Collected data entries
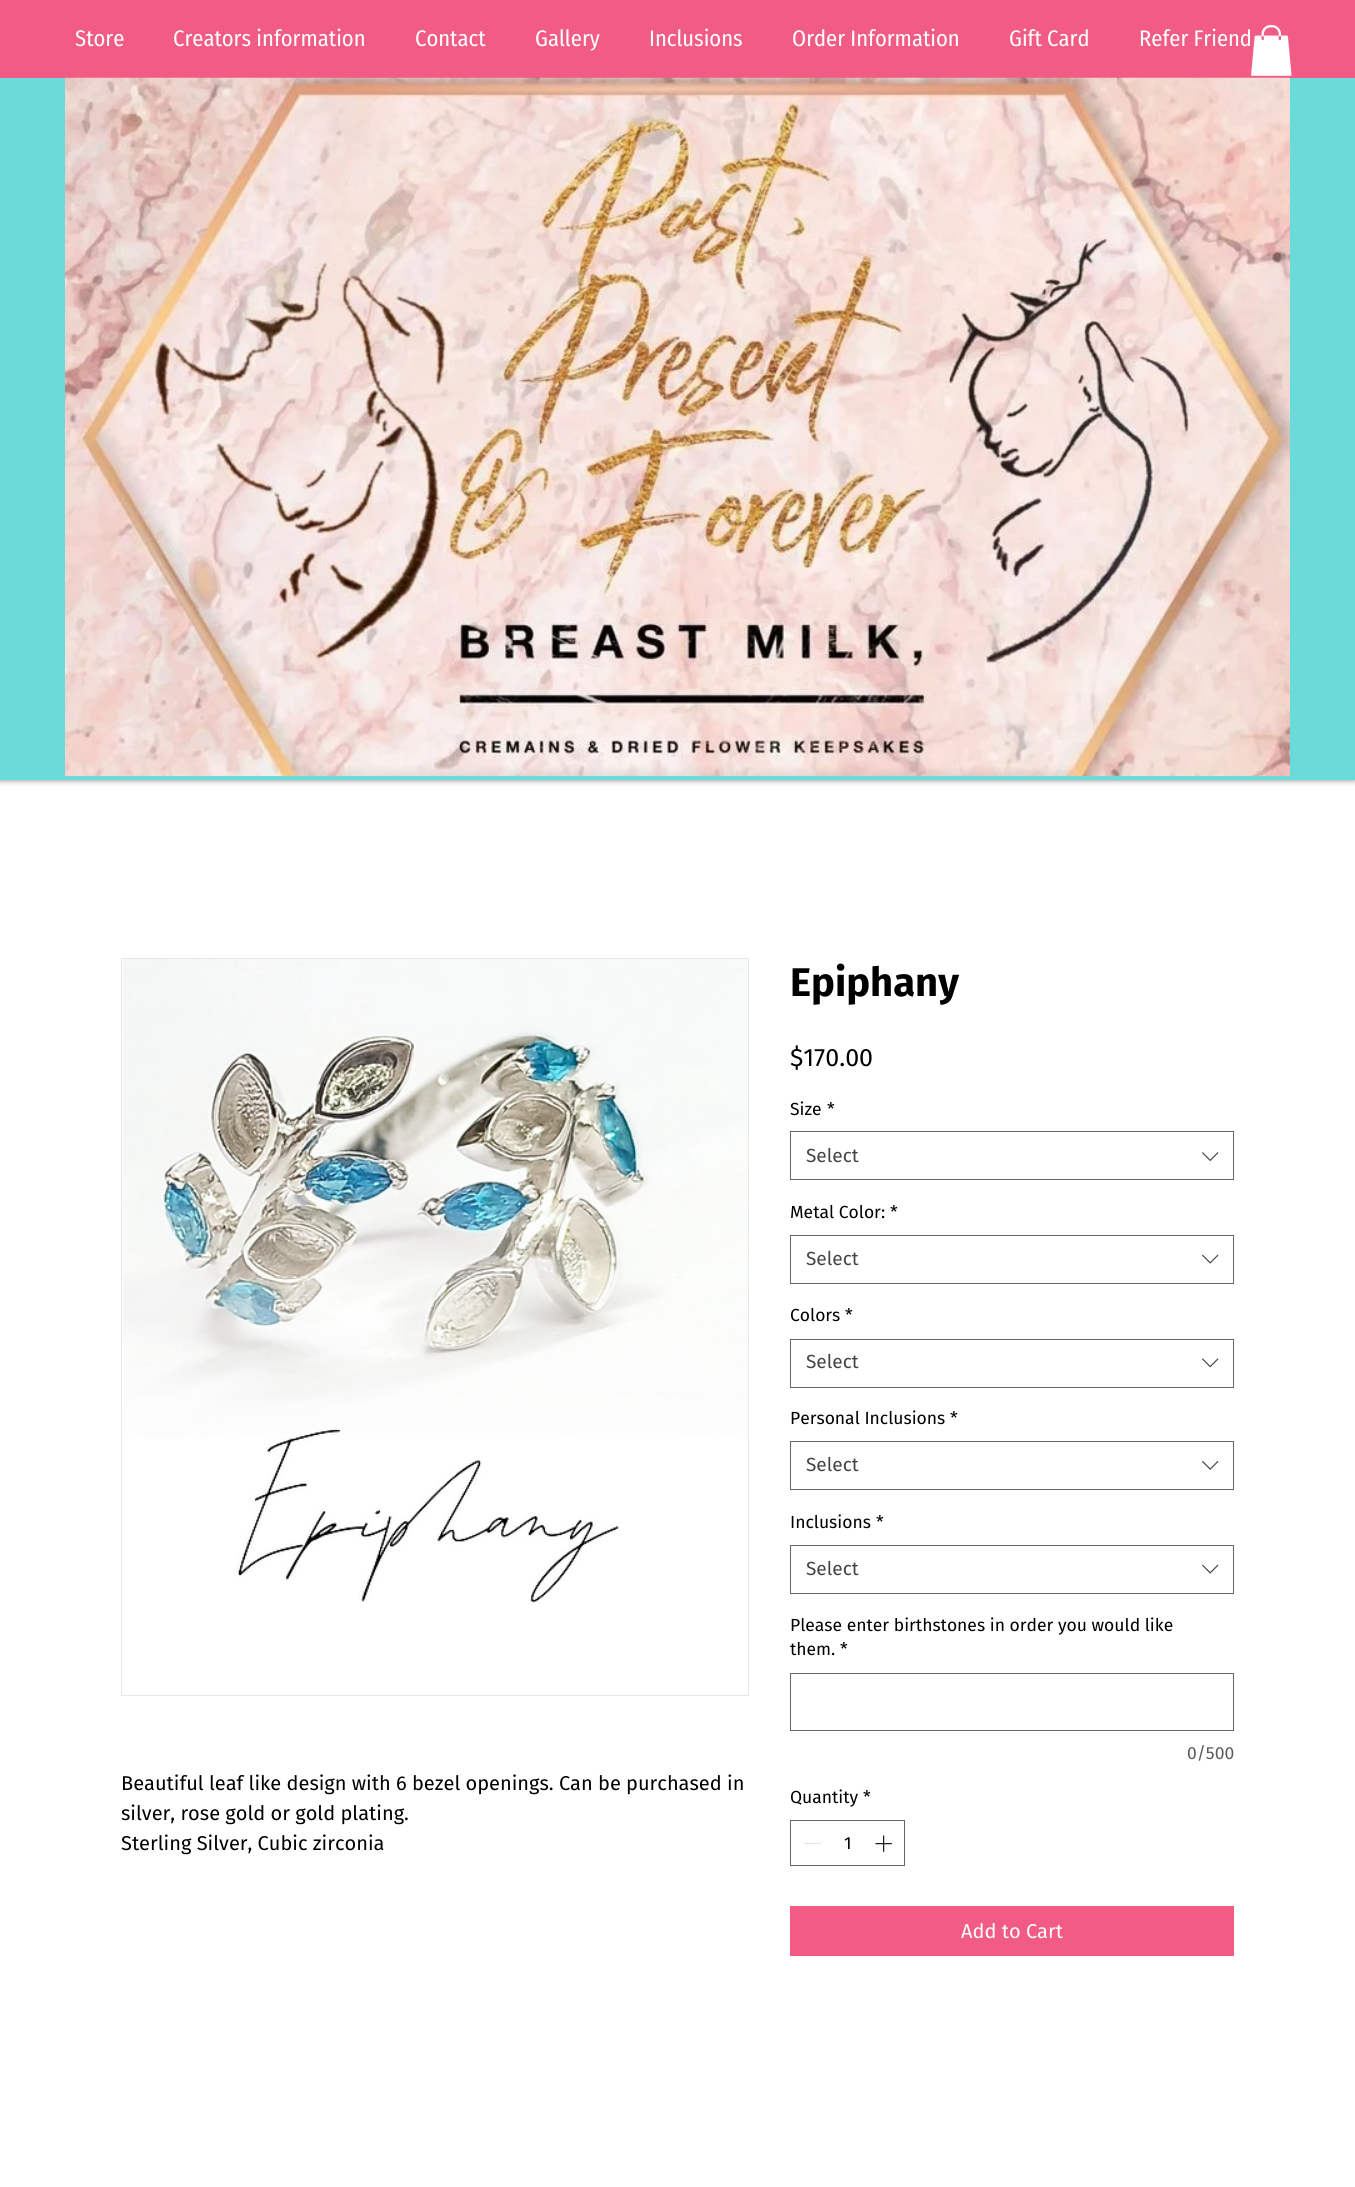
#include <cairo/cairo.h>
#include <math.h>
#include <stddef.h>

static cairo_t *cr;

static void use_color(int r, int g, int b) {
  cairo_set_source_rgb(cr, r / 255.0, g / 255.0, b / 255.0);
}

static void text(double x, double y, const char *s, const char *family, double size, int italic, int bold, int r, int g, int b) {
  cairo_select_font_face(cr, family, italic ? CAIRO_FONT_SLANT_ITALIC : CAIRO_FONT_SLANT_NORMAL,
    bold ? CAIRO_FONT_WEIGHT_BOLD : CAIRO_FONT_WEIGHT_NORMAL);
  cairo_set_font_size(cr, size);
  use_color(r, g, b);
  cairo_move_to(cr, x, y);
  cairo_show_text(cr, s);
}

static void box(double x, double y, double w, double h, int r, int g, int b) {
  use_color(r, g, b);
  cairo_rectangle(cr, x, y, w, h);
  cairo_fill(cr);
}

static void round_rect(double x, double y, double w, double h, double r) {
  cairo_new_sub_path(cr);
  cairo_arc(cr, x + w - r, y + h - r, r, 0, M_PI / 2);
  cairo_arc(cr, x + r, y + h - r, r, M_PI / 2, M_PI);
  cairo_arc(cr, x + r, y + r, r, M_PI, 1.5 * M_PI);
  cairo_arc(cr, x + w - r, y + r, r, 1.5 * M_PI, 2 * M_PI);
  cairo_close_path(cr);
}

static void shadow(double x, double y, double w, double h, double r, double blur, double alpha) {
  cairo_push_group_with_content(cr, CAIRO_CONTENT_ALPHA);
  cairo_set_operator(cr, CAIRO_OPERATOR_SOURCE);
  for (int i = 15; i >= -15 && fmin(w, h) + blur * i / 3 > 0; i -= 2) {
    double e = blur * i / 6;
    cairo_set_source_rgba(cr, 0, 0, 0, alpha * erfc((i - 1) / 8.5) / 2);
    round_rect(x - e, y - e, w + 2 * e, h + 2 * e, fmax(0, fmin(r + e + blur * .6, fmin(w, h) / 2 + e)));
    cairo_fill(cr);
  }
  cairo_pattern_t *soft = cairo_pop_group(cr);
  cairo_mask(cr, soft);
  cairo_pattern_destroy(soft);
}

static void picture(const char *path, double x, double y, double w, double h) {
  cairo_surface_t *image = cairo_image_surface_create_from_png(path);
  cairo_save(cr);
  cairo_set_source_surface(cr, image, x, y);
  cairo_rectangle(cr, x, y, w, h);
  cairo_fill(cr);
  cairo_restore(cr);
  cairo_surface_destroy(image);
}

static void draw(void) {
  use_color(255, 255, 255);
  cairo_paint(cr);
  use_color(0, 0, 0);
  shadow(0, 0, 1355, 780, 0, 3, 0.5);
  box(0, 78, 1355, 702, 106, 219, 217);
  box(0, 0, 1355, 78, 242, 91, 132);
  picture("img_01.png", 65, 77, 1225, 700);
  picture("img_02.png", 1251, 25, 41, 51);
  cairo_rectangle(cr, 121.5, 958.5, 627, 737);
  use_color(232, 230, 230);
  cairo_set_line_width(cr, 1);
  cairo_stroke(cr);
  picture("img_03.png", 123, 959, 625, 644);
  cairo_rectangle(cr, 790.5, 1131.5, 443, 48);
  use_color(102, 102, 102);
  cairo_stroke(cr);
  picture("img_04.png", 1202, 1152, 17, 10);
  cairo_rectangle(cr, 790.5, 1235.5, 443, 48);
  cairo_stroke(cr);
  picture("img_05.png", 1202, 1254, 17, 10);
  cairo_rectangle(cr, 790.5, 1339.5, 443, 48);
  cairo_stroke(cr);
  picture("img_06.png", 1202, 1358, 17, 10);
  cairo_rectangle(cr, 790.5, 1441.5, 443, 48);
  cairo_stroke(cr);
  picture("img_07.png", 1202, 1460, 17, 10);
  cairo_rectangle(cr, 790.5, 1545.5, 443, 48);
  cairo_stroke(cr);
  picture("img_05.png", 1202, 1564, 17, 10);
  cairo_rectangle(cr, 790.5, 1673.5, 443, 57);
  cairo_stroke(cr);
  cairo_rectangle(cr, 790.5, 1820.5, 114, 45);
  cairo_stroke(cr);
  box(804, 1843, 17, 1, 227, 227, 227);
  picture("img_08.png", 875, 1835, 17, 17);
  box(790, 1906, 444, 50, 242, 91, 132);
  text(75, 46, "Store", "Fira Sans Condensed", 22.5, 0, 0, 255, 255, 255);
  text(173, 46, "Creators information", "Fira Sans Condensed", 22.5, 0, 0, 255, 255, 255);
  text(415, 46, "Contact", "Fira Sans Condensed", 22.5, 0, 0, 255, 255, 255);
  text(535, 46, "Gallery", "Fira Sans Condensed", 22.5, 0, 0, 255, 255, 255);
  text(649, 46, "Inclusions", "Fira Sans Condensed", 22.5, 0, 0, 255, 255, 255);
  text(792, 46, "Order Information", "Fira Sans Condensed", 22.5, 0, 0, 255, 255, 255);
  text(1009, 46, "Gift Card", "Fira Sans Condensed", 22.5, 0, 0, 255, 255, 255);
  text(1139, 46, "Refer Friend", "Fira Sans Condensed", 22.5, 0, 0, 255, 255, 255);
  text(121, 1790, "Beautiful leaf like design with 6 bezel openings. Can be purchased in", "Fira Sans", 20, 0, 0, 0, 0, 0);
  text(121, 1820, "silver, rose gold or gold plating.", "Fira Sans", 20, 0, 0, 0, 0, 0);
  text(121, 1850, "Sterling Silver, Cubic zirconia", "Fira Sans", 20, 0, 0, 0, 0, 0);
  text(790, 996, "Epiphany", "Fira Sans", 40, 0, 1, 0, 0, 0);
  text(790, 1066, "$170.00", "Fira Sans", 25, 0, 0, 0, 0, 0);
  text(790, 1115, "Size", "Fira Sans", 17.5, 0, 0, 0, 0, 0);
  text(827, 1115, "*", "Fira Sans", 17.5, 0, 0, 0, 0, 0);
  text(806, 1162, "Select", "Fira Sans", 19, 0, 0, 68, 68, 68);
  text(790, 1218, "Metal Color:", "Fira Sans", 17.5, 0, 0, 0, 0, 0);
  text(890, 1218, "*", "Fira Sans", 17.5, 0, 0, 0, 0, 0);
  text(806, 1265, "Select", "Fira Sans", 19, 0, 0, 68, 68, 68);
  text(790, 1321, "Colors", "Fira Sans", 17.5, 0, 0, 0, 0, 0);
  text(845, 1321, "*", "Fira Sans", 17.5, 0, 0, 0, 0, 0);
  text(806, 1368, "Select", "Fira Sans", 19, 0, 0, 68, 68, 68);
  text(790, 1424, "Personal Inclusions", "Fira Sans", 17.5, 0, 0, 0, 0, 0);
  text(950, 1424, "*", "Fira Sans", 17.5, 0, 0, 0, 0, 0);
  text(806, 1471, "Select", "Fira Sans", 19, 0, 0, 68, 68, 68);
  text(790, 1528, "Inclusions", "Fira Sans", 17.5, 0, 0, 0, 0, 0);
  text(876, 1528, "*", "Fira Sans", 17.5, 0, 0, 0, 0, 0);
  text(806, 1575, "Select", "Fira Sans", 19, 0, 0, 68, 68, 68);
  text(790, 1631, "Please enter birthstones in order you would like", "Fira Sans", 17.5, 0, 0, 0, 0, 0);
  text(790, 1655, "them.", "Fira Sans", 17.5, 0, 0, 0, 0, 0);
  text(840, 1655, "*", "Fira Sans", 17.5, 0, 0, 0, 0, 0);
  text(1187, 1759, "0/500", "Fira Sans", 17.5, 0, 0, 89, 89, 89);
  text(790, 1803, "Quantity", "Fira Sans", 17.5, 0, 0, 0, 0, 0);
  text(863, 1803, "*", "Fira Sans", 17.5, 0, 0, 0, 0, 0);
  text(844, 1849, "1", "Fira Sans", 17.5, 0, 0, 0, 0, 0);
  text(961, 1938, "Add to Cart", "Fira Sans", 20, 0, 0, 255, 255, 255);
}

int main(void) {
  cairo_surface_t *surface = cairo_image_surface_create(CAIRO_FORMAT_RGB24, 1355, 2187);
  cr = cairo_create(surface);
  cairo_font_options_t *options = cairo_font_options_create();
  cairo_font_options_set_hint_metrics(options, CAIRO_HINT_METRICS_OFF);
  cairo_font_options_set_hint_style(options, CAIRO_HINT_STYLE_NONE);
  cairo_set_font_options(cr, options);
  cairo_set_miter_limit(cr, 4);
  draw();
  cairo_surface_write_to_png(surface, "out.png");
  cairo_font_options_destroy(options);
  cairo_destroy(cr);
  cairo_surface_destroy(surface);
  return 0;
}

- [Problem details] For the word "soft", please count the lines in the data where it appears and respond with the number only.

- [Answer below] 3